▶
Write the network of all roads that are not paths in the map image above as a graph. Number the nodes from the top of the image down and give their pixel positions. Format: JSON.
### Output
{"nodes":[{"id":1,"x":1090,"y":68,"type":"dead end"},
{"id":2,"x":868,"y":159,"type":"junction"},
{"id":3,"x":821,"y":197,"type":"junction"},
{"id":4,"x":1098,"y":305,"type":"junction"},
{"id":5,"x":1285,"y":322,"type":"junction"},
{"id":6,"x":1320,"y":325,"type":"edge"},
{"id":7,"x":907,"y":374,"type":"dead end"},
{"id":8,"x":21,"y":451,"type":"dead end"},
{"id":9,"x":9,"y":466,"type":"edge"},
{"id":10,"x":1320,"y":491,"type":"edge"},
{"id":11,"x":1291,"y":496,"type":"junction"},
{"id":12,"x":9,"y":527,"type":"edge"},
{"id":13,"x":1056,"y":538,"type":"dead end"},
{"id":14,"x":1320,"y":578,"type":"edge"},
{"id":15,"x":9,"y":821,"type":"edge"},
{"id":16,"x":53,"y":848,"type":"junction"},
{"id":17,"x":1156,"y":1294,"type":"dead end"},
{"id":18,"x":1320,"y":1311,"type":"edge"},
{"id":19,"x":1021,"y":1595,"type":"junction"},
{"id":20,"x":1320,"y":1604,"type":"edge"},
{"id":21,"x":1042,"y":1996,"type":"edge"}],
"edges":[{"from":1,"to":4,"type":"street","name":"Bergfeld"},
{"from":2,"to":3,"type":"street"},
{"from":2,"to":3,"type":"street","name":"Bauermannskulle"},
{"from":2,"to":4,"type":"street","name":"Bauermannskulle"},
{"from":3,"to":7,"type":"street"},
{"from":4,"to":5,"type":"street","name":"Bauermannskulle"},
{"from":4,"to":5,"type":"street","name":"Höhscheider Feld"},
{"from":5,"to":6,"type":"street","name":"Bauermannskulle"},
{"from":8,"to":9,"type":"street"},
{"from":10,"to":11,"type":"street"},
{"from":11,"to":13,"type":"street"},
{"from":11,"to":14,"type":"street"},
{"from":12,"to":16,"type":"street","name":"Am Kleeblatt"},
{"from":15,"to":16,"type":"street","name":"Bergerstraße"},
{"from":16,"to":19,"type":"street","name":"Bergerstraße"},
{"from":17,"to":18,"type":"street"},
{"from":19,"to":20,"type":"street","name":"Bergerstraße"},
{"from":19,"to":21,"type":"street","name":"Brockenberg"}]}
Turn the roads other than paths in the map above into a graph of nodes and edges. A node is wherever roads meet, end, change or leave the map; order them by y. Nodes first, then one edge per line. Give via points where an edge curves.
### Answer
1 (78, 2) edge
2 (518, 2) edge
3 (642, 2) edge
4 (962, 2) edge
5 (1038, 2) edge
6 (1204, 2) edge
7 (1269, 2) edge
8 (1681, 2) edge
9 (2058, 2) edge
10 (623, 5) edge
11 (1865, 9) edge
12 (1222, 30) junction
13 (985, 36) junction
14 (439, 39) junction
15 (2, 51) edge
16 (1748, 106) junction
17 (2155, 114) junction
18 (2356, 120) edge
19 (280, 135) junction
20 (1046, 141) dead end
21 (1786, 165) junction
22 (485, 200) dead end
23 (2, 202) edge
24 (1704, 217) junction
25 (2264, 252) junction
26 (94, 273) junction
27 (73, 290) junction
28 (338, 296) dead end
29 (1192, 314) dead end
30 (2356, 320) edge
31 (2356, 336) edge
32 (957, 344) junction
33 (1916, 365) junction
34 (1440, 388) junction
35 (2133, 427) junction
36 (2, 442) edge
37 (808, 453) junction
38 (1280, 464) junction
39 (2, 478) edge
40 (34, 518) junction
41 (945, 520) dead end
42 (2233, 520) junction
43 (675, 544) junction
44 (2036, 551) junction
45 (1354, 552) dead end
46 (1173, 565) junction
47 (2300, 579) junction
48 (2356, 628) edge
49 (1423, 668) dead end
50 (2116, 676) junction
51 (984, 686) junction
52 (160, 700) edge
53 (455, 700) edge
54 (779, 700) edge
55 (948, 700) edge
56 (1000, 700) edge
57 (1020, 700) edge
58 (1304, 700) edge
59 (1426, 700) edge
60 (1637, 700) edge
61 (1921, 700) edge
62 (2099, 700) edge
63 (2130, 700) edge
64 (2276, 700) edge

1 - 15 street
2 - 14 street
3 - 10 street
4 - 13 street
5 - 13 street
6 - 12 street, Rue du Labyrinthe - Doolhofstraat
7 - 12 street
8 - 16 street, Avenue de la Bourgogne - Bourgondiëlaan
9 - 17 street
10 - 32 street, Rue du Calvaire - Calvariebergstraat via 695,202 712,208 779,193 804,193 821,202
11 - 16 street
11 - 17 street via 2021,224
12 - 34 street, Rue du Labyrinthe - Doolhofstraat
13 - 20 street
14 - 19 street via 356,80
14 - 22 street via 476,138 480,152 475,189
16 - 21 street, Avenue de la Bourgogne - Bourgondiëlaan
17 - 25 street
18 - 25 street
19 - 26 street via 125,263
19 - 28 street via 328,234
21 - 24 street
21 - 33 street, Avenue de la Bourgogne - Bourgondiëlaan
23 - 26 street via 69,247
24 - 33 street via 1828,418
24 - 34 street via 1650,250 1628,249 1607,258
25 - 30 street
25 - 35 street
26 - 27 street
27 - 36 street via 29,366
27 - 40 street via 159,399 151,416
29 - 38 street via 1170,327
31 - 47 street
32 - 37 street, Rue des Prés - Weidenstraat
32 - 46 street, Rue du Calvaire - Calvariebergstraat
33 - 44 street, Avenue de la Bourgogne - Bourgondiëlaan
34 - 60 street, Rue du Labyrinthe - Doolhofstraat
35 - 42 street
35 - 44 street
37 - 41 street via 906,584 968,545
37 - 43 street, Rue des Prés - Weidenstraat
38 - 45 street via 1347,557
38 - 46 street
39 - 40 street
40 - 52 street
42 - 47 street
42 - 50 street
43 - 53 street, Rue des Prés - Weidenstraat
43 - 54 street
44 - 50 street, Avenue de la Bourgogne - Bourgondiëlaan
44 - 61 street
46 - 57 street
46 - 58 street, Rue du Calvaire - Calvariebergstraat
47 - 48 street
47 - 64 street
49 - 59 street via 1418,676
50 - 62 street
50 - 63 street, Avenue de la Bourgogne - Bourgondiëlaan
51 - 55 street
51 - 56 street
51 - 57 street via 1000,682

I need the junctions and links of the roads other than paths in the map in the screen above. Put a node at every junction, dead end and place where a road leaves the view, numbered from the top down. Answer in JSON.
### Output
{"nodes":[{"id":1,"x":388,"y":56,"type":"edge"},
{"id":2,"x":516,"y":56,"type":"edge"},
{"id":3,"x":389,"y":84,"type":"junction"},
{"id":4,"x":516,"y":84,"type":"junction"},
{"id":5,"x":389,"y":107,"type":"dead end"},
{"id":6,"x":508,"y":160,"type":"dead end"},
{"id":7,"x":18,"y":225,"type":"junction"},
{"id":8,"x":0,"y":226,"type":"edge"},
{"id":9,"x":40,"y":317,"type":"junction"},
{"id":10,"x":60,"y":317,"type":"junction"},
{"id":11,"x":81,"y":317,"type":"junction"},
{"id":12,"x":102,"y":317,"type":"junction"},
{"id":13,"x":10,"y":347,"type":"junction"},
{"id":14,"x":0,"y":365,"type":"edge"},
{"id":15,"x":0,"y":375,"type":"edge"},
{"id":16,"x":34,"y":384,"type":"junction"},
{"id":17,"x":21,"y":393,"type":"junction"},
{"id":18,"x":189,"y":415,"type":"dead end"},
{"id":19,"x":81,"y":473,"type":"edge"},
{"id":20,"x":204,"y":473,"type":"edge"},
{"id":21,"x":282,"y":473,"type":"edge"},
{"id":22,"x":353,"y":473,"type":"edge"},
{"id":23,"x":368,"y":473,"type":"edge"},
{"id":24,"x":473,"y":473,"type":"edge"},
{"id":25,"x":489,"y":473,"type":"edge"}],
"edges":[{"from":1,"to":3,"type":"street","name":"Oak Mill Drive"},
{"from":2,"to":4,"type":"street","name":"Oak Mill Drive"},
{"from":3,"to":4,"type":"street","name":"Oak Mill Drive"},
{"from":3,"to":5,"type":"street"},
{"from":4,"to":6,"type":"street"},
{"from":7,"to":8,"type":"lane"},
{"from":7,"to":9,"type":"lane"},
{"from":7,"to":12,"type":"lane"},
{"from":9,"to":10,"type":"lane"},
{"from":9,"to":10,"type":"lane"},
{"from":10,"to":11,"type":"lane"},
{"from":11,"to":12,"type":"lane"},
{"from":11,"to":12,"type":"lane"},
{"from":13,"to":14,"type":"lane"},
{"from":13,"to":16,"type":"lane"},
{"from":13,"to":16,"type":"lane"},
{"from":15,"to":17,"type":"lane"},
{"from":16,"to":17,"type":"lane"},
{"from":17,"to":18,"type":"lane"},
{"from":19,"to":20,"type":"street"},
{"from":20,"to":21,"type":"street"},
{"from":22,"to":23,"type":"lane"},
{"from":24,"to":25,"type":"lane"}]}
◀
=== ABOUT THIS EXERCISE ===
Filter the material above down to the lines that hold the word "Mill".

=== SOLUTION FOR THIS EXERCISE ===
"edges":[{"from":1,"to":3,"type":"street","name":"Oak Mill Drive"},
{"from":2,"to":4,"type":"street","name":"Oak Mill Drive"},
{"from":3,"to":4,"type":"street","name":"Oak Mill Drive"},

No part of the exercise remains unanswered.